Much of the early luster has worn off the B2B hype machine, and as is the case with dot.com companies in general, Galli believes consolidation is the name of the game. In just the last year and a half, VerticalNet has bought 18 companies, with more acquisitions on the way.
"We have a model that's very acquisitive and we are looking at a number of acquisition candidates and we will continue," Galli said. "We're going through an incredible period of consolidation - two years ago, you had this emergence of B2B, Internet companies and there were thousands of them that sprung up literally all over the world.
"Now, what you have is a flight to quality and you have a consolidation phase in this space. It's our plan to be a consolidator and to capitalize on our currency and our brand name," Galli said
Although VerticalNet's site offerings such as solidwaste.com hardly have the cachet of, say, Amazon's latest Harry Potter book, Galli said he was attracted to the company because it represented the best model in the burgeoning B2B economy.

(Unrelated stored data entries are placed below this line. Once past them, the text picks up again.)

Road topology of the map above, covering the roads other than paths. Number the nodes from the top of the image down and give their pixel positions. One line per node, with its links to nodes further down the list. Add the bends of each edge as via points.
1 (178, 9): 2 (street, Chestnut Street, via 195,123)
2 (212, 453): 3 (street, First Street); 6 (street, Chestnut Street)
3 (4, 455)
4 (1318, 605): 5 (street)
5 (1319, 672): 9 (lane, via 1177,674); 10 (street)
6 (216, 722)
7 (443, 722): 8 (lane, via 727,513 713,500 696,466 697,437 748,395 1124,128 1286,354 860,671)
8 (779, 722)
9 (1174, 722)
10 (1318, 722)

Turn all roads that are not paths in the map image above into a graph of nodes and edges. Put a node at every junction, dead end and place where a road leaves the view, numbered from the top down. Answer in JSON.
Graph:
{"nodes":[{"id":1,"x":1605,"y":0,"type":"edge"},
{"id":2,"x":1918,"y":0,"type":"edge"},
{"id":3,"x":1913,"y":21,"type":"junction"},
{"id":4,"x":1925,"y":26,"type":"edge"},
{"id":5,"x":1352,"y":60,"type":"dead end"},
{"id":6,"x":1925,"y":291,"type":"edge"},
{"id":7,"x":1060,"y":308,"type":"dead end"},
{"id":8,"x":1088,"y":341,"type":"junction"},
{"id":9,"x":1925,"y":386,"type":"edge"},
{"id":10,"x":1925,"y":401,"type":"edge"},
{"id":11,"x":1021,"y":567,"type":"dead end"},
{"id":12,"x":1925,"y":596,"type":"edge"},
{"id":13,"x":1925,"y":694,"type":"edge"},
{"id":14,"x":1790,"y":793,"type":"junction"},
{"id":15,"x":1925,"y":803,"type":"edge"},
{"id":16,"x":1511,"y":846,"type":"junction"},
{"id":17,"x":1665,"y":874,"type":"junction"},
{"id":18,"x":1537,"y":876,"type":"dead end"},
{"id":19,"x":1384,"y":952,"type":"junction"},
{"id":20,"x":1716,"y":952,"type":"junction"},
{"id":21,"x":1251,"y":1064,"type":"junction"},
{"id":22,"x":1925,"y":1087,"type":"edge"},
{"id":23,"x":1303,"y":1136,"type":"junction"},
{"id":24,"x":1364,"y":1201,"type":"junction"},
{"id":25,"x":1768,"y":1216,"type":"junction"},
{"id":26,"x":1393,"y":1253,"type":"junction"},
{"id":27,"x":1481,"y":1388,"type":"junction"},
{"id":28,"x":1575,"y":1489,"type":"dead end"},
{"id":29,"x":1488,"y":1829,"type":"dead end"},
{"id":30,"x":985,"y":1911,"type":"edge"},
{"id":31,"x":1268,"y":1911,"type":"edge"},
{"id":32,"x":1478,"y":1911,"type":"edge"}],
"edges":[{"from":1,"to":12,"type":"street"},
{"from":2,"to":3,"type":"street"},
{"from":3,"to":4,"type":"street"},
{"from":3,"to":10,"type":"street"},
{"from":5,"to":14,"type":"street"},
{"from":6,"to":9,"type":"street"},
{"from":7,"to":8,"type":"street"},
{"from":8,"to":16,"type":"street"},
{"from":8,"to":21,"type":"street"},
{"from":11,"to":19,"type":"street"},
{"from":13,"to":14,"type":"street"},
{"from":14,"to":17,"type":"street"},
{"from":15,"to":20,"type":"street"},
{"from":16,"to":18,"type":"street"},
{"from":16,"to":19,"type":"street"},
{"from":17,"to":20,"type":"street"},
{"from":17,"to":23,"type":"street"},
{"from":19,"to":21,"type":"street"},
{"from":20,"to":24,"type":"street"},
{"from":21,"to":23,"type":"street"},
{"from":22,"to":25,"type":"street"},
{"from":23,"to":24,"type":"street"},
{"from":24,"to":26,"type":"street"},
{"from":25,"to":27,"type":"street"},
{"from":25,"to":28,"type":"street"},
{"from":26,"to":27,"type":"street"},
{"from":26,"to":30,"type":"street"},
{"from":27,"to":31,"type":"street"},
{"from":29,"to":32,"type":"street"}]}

"I think the VerticalNet platform is the best put together and the platform with the most potential in the B2B sector," Galli said. VerticalNet, for me, to be No.1, to lead the company, which I think will be a leader in the $10 trillion B2B arena, is very, very exciting."
"There's also more margin potential in B2B," Galli said. "VerticalNet's gross margins are at 80 percent and that's a lot of fun to work with. I think we can really build a highly profitable company and create great shareholder value."
Speaking of shareholders...
Gallli reportedly has a hunk of Amazon shares that are not quite the draw they were when he first signed on to the e-tailer. Still, he remains philosophical about the pounding Web stocks have recently received and is optimistic about his new employer's stock.
"My view on VerticalNet's stock is that this is a long-term, enormous opportunity for investors," Galli said. "Internet stocks go up and down. If you isolate any one day or week, you can really deceive yourself into thinking that when it's going up you're really smart or, when it's going down, you're really stupid.
One thing VerticalNet shares with Galli's former employer is the fall in share price. Amazon has been hit with investor dissatisfaction and has seen its stock fall from a 52-week high of 115 a share, which is now trading at 29-3/4, below its previous 52-week low of 32-15/32.
VerticalNet is currently trading at or near 44, with a market capitalization of $3.5 billion. The stock's 52-week high was 148-3/4; its low was 13-3/4.
The companies also share the problem of never turning a profit, although shareholders seem to be patient with VerticalNet. Analysts in particular praise Galli's management performance and believe his move to VerticalNet bodes well for the company.
"We have known Joe Galli for 10 years and view him as a very capable executive who will bring out not only deep domain expertise and supplier relationships, but just about the best sales and marketing experience in America," gushed Credit Suisse First Boston analyst Chris Vroom in a research note.